**Data listing**

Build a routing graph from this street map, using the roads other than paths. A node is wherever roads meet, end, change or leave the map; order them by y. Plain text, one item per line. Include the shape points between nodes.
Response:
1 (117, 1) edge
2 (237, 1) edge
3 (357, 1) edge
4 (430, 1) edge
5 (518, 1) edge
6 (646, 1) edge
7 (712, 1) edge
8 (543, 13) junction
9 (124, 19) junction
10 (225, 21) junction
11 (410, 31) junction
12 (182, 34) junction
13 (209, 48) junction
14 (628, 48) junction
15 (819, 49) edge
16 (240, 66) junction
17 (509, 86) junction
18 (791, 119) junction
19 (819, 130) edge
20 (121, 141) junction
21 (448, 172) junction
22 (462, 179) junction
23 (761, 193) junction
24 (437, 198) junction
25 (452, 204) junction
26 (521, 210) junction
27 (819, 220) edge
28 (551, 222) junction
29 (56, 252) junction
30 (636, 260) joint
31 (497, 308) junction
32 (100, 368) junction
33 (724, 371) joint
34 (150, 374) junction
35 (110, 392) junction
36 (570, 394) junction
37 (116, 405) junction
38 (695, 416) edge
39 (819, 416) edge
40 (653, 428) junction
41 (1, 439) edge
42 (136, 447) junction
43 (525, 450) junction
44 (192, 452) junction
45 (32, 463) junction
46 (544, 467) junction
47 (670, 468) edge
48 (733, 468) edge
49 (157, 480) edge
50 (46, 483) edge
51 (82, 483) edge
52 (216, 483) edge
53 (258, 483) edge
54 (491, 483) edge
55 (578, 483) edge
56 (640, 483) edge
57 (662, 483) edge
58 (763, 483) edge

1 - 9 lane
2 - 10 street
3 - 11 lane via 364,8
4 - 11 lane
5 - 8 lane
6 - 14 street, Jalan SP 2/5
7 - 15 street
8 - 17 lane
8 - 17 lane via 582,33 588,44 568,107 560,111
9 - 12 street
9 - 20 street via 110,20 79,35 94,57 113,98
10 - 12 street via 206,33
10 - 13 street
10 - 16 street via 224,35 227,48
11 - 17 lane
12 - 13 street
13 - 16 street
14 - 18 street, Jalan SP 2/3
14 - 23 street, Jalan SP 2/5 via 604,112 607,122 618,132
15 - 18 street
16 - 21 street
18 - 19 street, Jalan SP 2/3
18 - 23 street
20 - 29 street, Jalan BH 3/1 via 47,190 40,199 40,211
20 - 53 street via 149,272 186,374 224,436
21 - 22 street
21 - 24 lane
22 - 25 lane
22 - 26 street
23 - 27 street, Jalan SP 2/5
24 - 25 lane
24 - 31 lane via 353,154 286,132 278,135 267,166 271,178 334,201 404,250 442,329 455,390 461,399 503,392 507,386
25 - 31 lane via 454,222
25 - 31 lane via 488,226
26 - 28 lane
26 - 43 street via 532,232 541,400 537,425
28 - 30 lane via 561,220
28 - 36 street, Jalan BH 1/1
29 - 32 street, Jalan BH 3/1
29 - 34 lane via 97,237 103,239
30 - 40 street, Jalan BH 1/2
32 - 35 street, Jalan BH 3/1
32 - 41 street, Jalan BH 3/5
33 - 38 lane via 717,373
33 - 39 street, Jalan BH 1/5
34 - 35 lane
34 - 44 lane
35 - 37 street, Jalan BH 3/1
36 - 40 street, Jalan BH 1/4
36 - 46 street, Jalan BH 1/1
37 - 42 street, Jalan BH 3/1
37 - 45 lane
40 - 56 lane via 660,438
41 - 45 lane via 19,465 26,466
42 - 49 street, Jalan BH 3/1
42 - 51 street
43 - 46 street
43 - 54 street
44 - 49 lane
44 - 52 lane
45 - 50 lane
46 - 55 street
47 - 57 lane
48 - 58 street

**Your instructions**
Please output the full listing, keeping every character the same.

**Exercise answer**
Build a routing graph from this street map, using the roads other than paths. A node is wherever roads meet, end, change or leave the map; order them by y. Plain text, one item per line. Include the shape points between nodes.
Response:
1 (117, 1) edge
2 (237, 1) edge
3 (357, 1) edge
4 (430, 1) edge
5 (518, 1) edge
6 (646, 1) edge
7 (712, 1) edge
8 (543, 13) junction
9 (124, 19) junction
10 (225, 21) junction
11 (410, 31) junction
12 (182, 34) junction
13 (209, 48) junction
14 (628, 48) junction
15 (819, 49) edge
16 (240, 66) junction
17 (509, 86) junction
18 (791, 119) junction
19 (819, 130) edge
20 (121, 141) junction
21 (448, 172) junction
22 (462, 179) junction
23 (761, 193) junction
24 (437, 198) junction
25 (452, 204) junction
26 (521, 210) junction
27 (819, 220) edge
28 (551, 222) junction
29 (56, 252) junction
30 (636, 260) joint
31 (497, 308) junction
32 (100, 368) junction
33 (724, 371) joint
34 (150, 374) junction
35 (110, 392) junction
36 (570, 394) junction
37 (116, 405) junction
38 (695, 416) edge
39 (819, 416) edge
40 (653, 428) junction
41 (1, 439) edge
42 (136, 447) junction
43 (525, 450) junction
44 (192, 452) junction
45 (32, 463) junction
46 (544, 467) junction
47 (670, 468) edge
48 (733, 468) edge
49 (157, 480) edge
50 (46, 483) edge
51 (82, 483) edge
52 (216, 483) edge
53 (258, 483) edge
54 (491, 483) edge
55 (578, 483) edge
56 (640, 483) edge
57 (662, 483) edge
58 (763, 483) edge

1 - 9 lane
2 - 10 street
3 - 11 lane via 364,8
4 - 11 lane
5 - 8 lane
6 - 14 street, Jalan SP 2/5
7 - 15 street
8 - 17 lane
8 - 17 lane via 582,33 588,44 568,107 560,111
9 - 12 street
9 - 20 street via 110,20 79,35 94,57 113,98
10 - 12 street via 206,33
10 - 13 street
10 - 16 street via 224,35 227,48
11 - 17 lane
12 - 13 street
13 - 16 street
14 - 18 street, Jalan SP 2/3
14 - 23 street, Jalan SP 2/5 via 604,112 607,122 618,132
15 - 18 street
16 - 21 street
18 - 19 street, Jalan SP 2/3
18 - 23 street
20 - 29 street, Jalan BH 3/1 via 47,190 40,199 40,211
20 - 53 street via 149,272 186,374 224,436
21 - 22 street
21 - 24 lane
22 - 25 lane
22 - 26 street
23 - 27 street, Jalan SP 2/5
24 - 25 lane
24 - 31 lane via 353,154 286,132 278,135 267,166 271,178 334,201 404,250 442,329 455,390 461,399 503,392 507,386
25 - 31 lane via 454,222
25 - 31 lane via 488,226
26 - 28 lane
26 - 43 street via 532,232 541,400 537,425
28 - 30 lane via 561,220
28 - 36 street, Jalan BH 1/1
29 - 32 street, Jalan BH 3/1
29 - 34 lane via 97,237 103,239
30 - 40 street, Jalan BH 1/2
32 - 35 street, Jalan BH 3/1
32 - 41 street, Jalan BH 3/5
33 - 38 lane via 717,373
33 - 39 street, Jalan BH 1/5
34 - 35 lane
34 - 44 lane
35 - 37 street, Jalan BH 3/1
36 - 40 street, Jalan BH 1/4
36 - 46 street, Jalan BH 1/1
37 - 42 street, Jalan BH 3/1
37 - 45 lane
40 - 56 lane via 660,438
41 - 45 lane via 19,465 26,466
42 - 49 street, Jalan BH 3/1
42 - 51 street
43 - 46 street
43 - 54 street
44 - 49 lane
44 - 52 lane
45 - 50 lane
46 - 55 street
47 - 57 lane
48 - 58 street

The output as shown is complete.